In acknowledgement of its industry leading efforts on sustainability, the venue was awarded the UFI Sustainability Award 2020 for its waste management program and also recently achieved the prestigious Silver Certification from EarthCheck, the world’s leading environmental certification and benchmarking program for the travel and tourism industry.Finally, ICC Sydney has a commitment to supporting First Nations people. It was the first convention centre in Australia to launch a Reconciliation Action Plan.
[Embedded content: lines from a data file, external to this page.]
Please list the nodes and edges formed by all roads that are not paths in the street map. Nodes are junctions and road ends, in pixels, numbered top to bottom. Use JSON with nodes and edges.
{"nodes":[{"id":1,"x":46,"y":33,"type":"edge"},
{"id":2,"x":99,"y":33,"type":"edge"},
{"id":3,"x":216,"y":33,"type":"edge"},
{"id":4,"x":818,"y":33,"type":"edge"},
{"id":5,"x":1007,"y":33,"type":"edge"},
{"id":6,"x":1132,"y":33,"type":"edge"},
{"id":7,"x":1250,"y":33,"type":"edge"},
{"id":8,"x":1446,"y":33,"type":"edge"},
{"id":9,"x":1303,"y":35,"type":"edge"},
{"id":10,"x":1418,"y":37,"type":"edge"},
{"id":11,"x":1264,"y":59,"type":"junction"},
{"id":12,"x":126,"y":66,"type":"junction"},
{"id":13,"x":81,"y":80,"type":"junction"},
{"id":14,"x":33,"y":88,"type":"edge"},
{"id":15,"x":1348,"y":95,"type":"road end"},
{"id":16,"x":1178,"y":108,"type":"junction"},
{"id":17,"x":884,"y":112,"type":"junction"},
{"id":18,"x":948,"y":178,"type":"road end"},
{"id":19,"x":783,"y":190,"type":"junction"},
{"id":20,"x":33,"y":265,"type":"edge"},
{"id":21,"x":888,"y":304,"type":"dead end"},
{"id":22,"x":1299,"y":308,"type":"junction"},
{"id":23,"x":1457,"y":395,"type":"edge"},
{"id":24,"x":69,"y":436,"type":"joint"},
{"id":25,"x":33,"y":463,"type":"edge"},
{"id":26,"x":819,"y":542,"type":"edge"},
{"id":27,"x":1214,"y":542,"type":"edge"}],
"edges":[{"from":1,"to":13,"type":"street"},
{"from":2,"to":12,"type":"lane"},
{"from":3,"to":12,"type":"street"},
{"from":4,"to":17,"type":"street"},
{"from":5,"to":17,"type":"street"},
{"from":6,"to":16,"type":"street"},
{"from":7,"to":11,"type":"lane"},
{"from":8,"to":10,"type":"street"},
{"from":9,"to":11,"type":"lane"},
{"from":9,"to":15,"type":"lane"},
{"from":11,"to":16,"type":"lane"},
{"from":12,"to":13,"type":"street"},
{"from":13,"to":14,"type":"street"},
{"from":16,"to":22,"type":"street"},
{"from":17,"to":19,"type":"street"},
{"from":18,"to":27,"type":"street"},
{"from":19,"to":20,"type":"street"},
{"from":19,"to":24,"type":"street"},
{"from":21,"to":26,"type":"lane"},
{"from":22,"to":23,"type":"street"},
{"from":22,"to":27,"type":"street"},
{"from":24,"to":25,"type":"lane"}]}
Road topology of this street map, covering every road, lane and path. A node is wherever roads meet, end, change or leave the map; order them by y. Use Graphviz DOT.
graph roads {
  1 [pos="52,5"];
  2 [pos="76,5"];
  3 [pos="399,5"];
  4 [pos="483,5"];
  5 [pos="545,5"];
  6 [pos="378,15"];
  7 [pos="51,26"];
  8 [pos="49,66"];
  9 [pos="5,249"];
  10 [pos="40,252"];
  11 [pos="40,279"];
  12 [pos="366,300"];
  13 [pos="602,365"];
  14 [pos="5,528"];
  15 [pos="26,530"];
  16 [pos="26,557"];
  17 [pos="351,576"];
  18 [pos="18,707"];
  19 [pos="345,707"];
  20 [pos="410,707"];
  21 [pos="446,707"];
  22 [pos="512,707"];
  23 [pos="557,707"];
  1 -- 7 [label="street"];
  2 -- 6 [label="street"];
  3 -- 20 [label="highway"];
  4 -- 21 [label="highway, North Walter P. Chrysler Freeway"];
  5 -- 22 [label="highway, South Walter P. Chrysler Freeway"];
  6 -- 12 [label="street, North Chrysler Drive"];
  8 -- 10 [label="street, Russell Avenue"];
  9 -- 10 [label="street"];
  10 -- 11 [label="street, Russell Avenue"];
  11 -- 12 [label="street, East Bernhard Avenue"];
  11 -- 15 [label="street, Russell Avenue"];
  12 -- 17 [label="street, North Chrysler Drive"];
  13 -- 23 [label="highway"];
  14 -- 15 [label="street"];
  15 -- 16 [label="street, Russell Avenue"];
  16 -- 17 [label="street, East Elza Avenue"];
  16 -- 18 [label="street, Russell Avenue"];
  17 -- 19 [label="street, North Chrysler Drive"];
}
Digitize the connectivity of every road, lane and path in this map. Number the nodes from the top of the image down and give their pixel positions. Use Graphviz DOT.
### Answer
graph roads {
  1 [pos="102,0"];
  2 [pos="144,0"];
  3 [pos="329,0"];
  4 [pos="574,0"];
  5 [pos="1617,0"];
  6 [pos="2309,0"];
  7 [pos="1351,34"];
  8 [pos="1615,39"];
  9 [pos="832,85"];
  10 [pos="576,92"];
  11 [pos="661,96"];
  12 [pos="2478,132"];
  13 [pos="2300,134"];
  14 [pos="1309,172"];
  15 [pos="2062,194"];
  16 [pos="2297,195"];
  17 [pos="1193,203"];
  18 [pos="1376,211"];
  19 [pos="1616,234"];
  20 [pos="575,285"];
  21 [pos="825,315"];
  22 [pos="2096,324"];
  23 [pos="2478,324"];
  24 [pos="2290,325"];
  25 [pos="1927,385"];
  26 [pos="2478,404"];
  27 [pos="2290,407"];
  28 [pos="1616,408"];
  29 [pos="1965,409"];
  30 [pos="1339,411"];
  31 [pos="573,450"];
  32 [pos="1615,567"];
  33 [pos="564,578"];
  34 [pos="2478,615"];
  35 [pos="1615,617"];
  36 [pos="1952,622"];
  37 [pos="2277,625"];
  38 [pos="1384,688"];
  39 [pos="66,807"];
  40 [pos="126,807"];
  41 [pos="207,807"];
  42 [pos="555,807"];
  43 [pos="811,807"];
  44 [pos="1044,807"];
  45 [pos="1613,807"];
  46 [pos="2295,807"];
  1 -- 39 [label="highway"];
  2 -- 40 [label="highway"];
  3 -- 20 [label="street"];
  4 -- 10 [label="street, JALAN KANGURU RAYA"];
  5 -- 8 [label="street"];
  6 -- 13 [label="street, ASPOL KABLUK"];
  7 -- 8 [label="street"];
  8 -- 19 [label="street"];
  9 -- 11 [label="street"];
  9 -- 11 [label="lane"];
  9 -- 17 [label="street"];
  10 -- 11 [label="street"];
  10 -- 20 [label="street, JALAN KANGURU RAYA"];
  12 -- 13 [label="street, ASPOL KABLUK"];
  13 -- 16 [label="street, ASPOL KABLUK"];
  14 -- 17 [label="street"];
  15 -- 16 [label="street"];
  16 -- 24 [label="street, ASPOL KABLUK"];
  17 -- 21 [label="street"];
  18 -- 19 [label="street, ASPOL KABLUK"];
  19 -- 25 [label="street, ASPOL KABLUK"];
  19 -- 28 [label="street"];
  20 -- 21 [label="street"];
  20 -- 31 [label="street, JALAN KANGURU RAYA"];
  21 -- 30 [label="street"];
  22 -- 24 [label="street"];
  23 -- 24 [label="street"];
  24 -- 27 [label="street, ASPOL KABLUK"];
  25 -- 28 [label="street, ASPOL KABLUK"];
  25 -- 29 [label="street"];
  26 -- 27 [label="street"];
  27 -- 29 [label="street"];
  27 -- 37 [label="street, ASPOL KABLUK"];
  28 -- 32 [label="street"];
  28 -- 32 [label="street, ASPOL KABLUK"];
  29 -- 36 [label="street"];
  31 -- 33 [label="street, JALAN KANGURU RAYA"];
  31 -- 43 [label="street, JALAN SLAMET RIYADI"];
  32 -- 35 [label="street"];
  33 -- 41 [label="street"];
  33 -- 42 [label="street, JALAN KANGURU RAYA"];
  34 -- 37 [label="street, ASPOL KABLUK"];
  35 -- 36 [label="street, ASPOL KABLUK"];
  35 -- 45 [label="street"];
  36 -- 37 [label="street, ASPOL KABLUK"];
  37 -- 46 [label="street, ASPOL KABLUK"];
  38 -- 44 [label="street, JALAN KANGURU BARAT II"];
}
“We believe we have an obligation to acknowledge and celebrate our First Nations people and their culture and we encourage our clients to take the same approach. We can connect them to the Metropolitan Local Aboriginal Land Council to organise an Elder to make a spoken Welcome to Country. We can also help them to organise a cultural performance at the beginning of their plenary session. For virtual events, a pre-

recorded Welcome to Country delivered by an Aboriginal Elder can be embedded into the digital experience. We encourage our clients to leverage the relationships we have with First Nations performing groups such as KARI, whose singers provide a moving and contemporary experience,” says Glass.

Taken together, the Legacy Program, Sustainable Events Guide and focus on startups, all serve to cement ICC Sydney’s position as one of the most innovative convention centres not just in Australia but in the world.

Says Hurps: “Sydney needs a vibrant convention centre that brings people from all over the world into the city. It gives us a wonderful opportunity to show off the incredible things happening in Sydney. ICC Sydney is essential in this process.